Durante muitos anos, Ricardo Rio reclamou uma cidade mais aberta, com um ambiente mais respirável, onde a relação entre eleitores e eleitos fosse mais próxima, mais fácil, mais franca. Defendia a necessidade de por fim a certos tiques autoritários e que, em certas e determinadas decisões, aquelas que pela importância que têm para o nosso futuro colectivo, enquanto cidade e enquanto comunidade, deveria a Câmara, antes de decidir, ouvir os cidadãos, as associações e instituições do sector, especialistas e académicos com especial conhecimento e sensibilidade para as matérias em questão, procurando, assim, amplos consensos e terreno comum nas matérias estruturantes.
A verdade é que no processo da Confiança, tal como já vinha acontecendo noutros, caiu a máscara a Ricardo Rio.

Ricardo Rio não discutiu a alienação, a venda da Confiança com ninguém. Deixando, inclusive, de fora da decisão o Presidente da Junta de São Victor, Ricardo Silva, numa actuação vergonhosamente autocrática; tendo este sido chamado apenas à posteriori e para dar contributos para o caderno de encargos da venda.
A verdade, por difícil que seja de acreditar, é que Ricardo Rio e a coligação Juntos por Braga fizeram ainda pior. Muito pior.
Ignoraram as associações do sector, os movimentos e grupos culturais independentes, demitiram-se de ouvir e de auscultar especialistas e académicos renomados nesta área e fizeram ouvidos moucos ao clamor dos cidadãos, ao clamor da cidade que, na passada Sexta-Feira, encheu o Auditório do Fórum Braga e, pela voz de dezenas de cidadãos, manifestou a sua mágoa e o seu repúdio por tão abjecta decisão.

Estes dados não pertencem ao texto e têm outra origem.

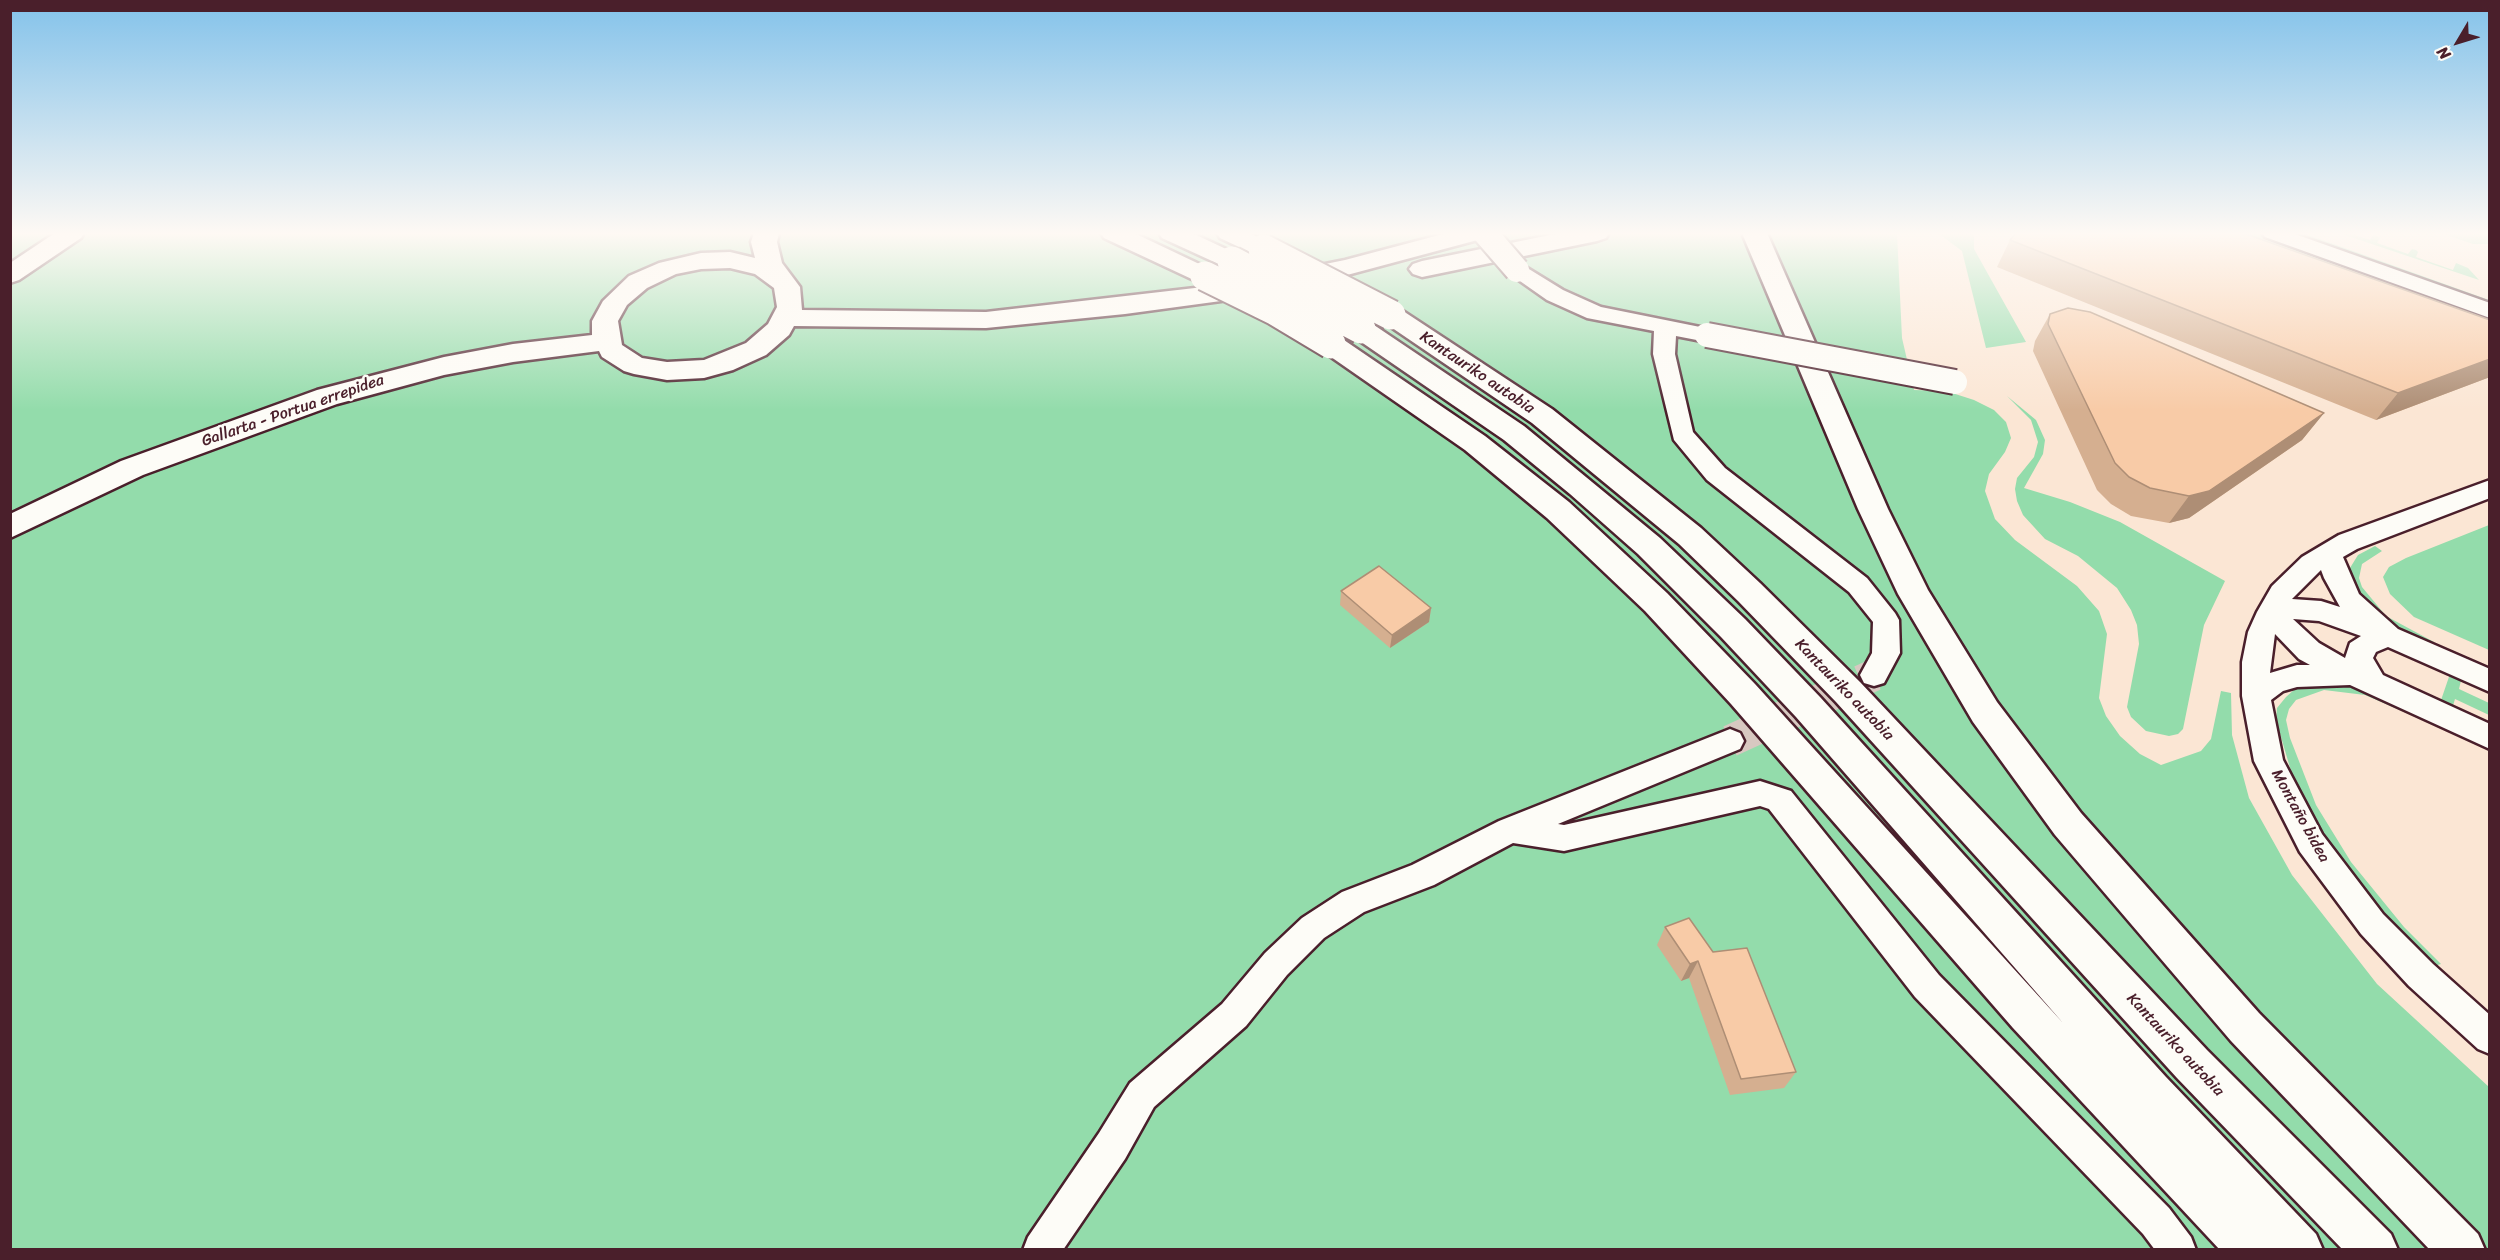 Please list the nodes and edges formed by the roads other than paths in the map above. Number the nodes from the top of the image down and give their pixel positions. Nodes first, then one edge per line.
1 (628, 292) edge
2 (787, 292) edge
3 (1169, 292) edge
4 (1229, 292) edge
5 (1290, 292) edge
6 (1315, 292) edge
7 (1550, 292) edge
8 (1780, 292) edge
9 (2436, 292) edge
10 (2490, 311) edge
11 (786, 318) junction
12 (1665, 327) junction
13 (1361, 330) junction
14 (606, 342) junction
15 (1955, 382) dead end
16 (192, 445) junction
17 (2490, 488) edge
18 (10, 525) edge
19 (10, 542) edge
20 (2328, 552) junction
21 (2270, 612) junction
22 (2388, 636) junction
23 (1874, 675) tunnel mouth
24 (2363, 679) junction
25 (2490, 681) edge
26 (2256, 696) junction
27 (2490, 737) edge
28 (1730, 741) tunnel mouth
29 (1510, 830) junction
30 (2490, 1038) edge
31 (1041, 1250) edge
32 (2178, 1250) edge
33 (2252, 1250) edge
34 (2300, 1250) edge
35 (2375, 1250) edge
36 (2462, 1250) edge

1 - 14 main road
2 - 11 main road
3 - 11 main road
4 - 13 main road, bridge
5 - 13 main road, Kantauriko autobia, bridge
6 - 13 main road, Kantauriko autobia, bridge
7 - 12 street, bridge
8 - 36 main road
9 - 10 street
11 - 14 main road
12 - 15 street, bridge
12 - 23 street
13 - 33 main road
13 - 34 main road, Kantauriko autobia
13 - 35 main road, Kantauriko autobia
14 - 16 main road, Gallarta - Portua errepidea
16 - 18 main road, Gallarta - Portua errepidea
16 - 19 main road, Gallarta - Portua errepidea
17 - 20 street, Montaño bidea
20 - 21 street, Montaño bidea
20 - 22 street
21 - 22 street
21 - 24 street
21 - 26 street, Montaño bidea
22 - 24 street
22 - 25 street
24 - 26 street
24 - 27 street
26 - 30 street, Montaño bidea
28 - 29 street
29 - 31 street
29 - 32 street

Pelo meio, e também na Assembleia Municipal de Braga, no período antes da ordem do dia, os eleitos do PSD, CDS e do PPM rejeitaram uma recomendação dos Grupos Municipais do BE, da CDU e do PS a apelar para que o ponto da alienação da Confiança fosse retirado da Ordem de Trabalhos, propondo que mesmo baixasse à Comissão Especializada de Educação e Cultura e, aí, em sede privilegiada para o fazermos, poderíamos, assim houvesse interesse, chamar e ouvir as associações, as instituições, os especialistas, os académicos, os cidadãos preocupados com o assunto, para, em conjunto, procurar soluções para a Confiança.
Se esta tivesse sido a forma de tratar do assunto Confiança, ouvindo, dialogando, procurando alternativas, o PS, de forma séria, não se oporia à sua venda, desde que ficasse comprovado que se tinham esgotado todas as alternativas e que a venda era, de facto, a última “ratio”.
Infelizmente nada disto foi feito, nada disto foi discutido, ponderado ou sopesado.

Num tempo em que são já muitos os cidadãos que denunciam que os comentários críticos, em que denunciam situações que, na sua opinião, estão mal na cidade e no concelho e que, de forma ordeira e educada, dirigem à Câmara Municipal através da página oficial do Município de Braga no “Facebook” são apagados, fica tudo dito sobre a cultura democrática do “nouvel” poder municipal.
Podem comunicar melhor, vender uma imagem mais moderna e arejada, mas, na verdade, a actual Câmara Municipal de Braga é muito pouco democrática e tem, não raras vezes, práticas e decisões que exalam o cheiro bafiento da dita- dura.